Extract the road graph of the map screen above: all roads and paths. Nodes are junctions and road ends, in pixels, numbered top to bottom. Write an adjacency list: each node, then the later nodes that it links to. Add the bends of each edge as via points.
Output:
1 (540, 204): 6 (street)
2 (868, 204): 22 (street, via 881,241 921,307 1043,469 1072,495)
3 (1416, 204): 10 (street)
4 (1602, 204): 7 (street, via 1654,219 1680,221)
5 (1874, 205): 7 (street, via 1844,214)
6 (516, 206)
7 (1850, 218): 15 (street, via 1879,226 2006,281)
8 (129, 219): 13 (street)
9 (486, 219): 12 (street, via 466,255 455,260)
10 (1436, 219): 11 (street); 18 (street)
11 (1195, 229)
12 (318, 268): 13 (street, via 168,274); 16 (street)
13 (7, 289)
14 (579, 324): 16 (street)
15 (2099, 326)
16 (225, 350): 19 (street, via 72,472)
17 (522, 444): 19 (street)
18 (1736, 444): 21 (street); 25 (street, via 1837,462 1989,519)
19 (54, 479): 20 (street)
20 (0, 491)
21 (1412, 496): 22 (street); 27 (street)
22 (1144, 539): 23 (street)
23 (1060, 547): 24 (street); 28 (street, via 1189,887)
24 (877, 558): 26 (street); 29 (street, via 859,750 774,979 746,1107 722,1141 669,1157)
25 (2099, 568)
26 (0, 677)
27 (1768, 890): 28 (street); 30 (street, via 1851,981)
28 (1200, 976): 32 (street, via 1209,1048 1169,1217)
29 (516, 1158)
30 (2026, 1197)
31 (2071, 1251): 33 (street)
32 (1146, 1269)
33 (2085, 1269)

==============================

_Exercise goal_: Recreate the listing word for word, omitting nothing.

_Exercise answer_:
Extract the road graph of the map screen above: all roads and paths. Nodes are junctions and road ends, in pixels, numbered top to bottom. Write an adjacency list: each node, then the later nodes that it links to. Add the bends of each edge as via points.
Output:
1 (540, 204): 6 (street)
2 (868, 204): 22 (street, via 881,241 921,307 1043,469 1072,495)
3 (1416, 204): 10 (street)
4 (1602, 204): 7 (street, via 1654,219 1680,221)
5 (1874, 205): 7 (street, via 1844,214)
6 (516, 206)
7 (1850, 218): 15 (street, via 1879,226 2006,281)
8 (129, 219): 13 (street)
9 (486, 219): 12 (street, via 466,255 455,260)
10 (1436, 219): 11 (street); 18 (street)
11 (1195, 229)
12 (318, 268): 13 (street, via 168,274); 16 (street)
13 (7, 289)
14 (579, 324): 16 (street)
15 (2099, 326)
16 (225, 350): 19 (street, via 72,472)
17 (522, 444): 19 (street)
18 (1736, 444): 21 (street); 25 (street, via 1837,462 1989,519)
19 (54, 479): 20 (street)
20 (0, 491)
21 (1412, 496): 22 (street); 27 (street)
22 (1144, 539): 23 (street)
23 (1060, 547): 24 (street); 28 (street, via 1189,887)
24 (877, 558): 26 (street); 29 (street, via 859,750 774,979 746,1107 722,1141 669,1157)
25 (2099, 568)
26 (0, 677)
27 (1768, 890): 28 (street); 30 (street, via 1851,981)
28 (1200, 976): 32 (street, via 1209,1048 1169,1217)
29 (516, 1158)
30 (2026, 1197)
31 (2071, 1251): 33 (street)
32 (1146, 1269)
33 (2085, 1269)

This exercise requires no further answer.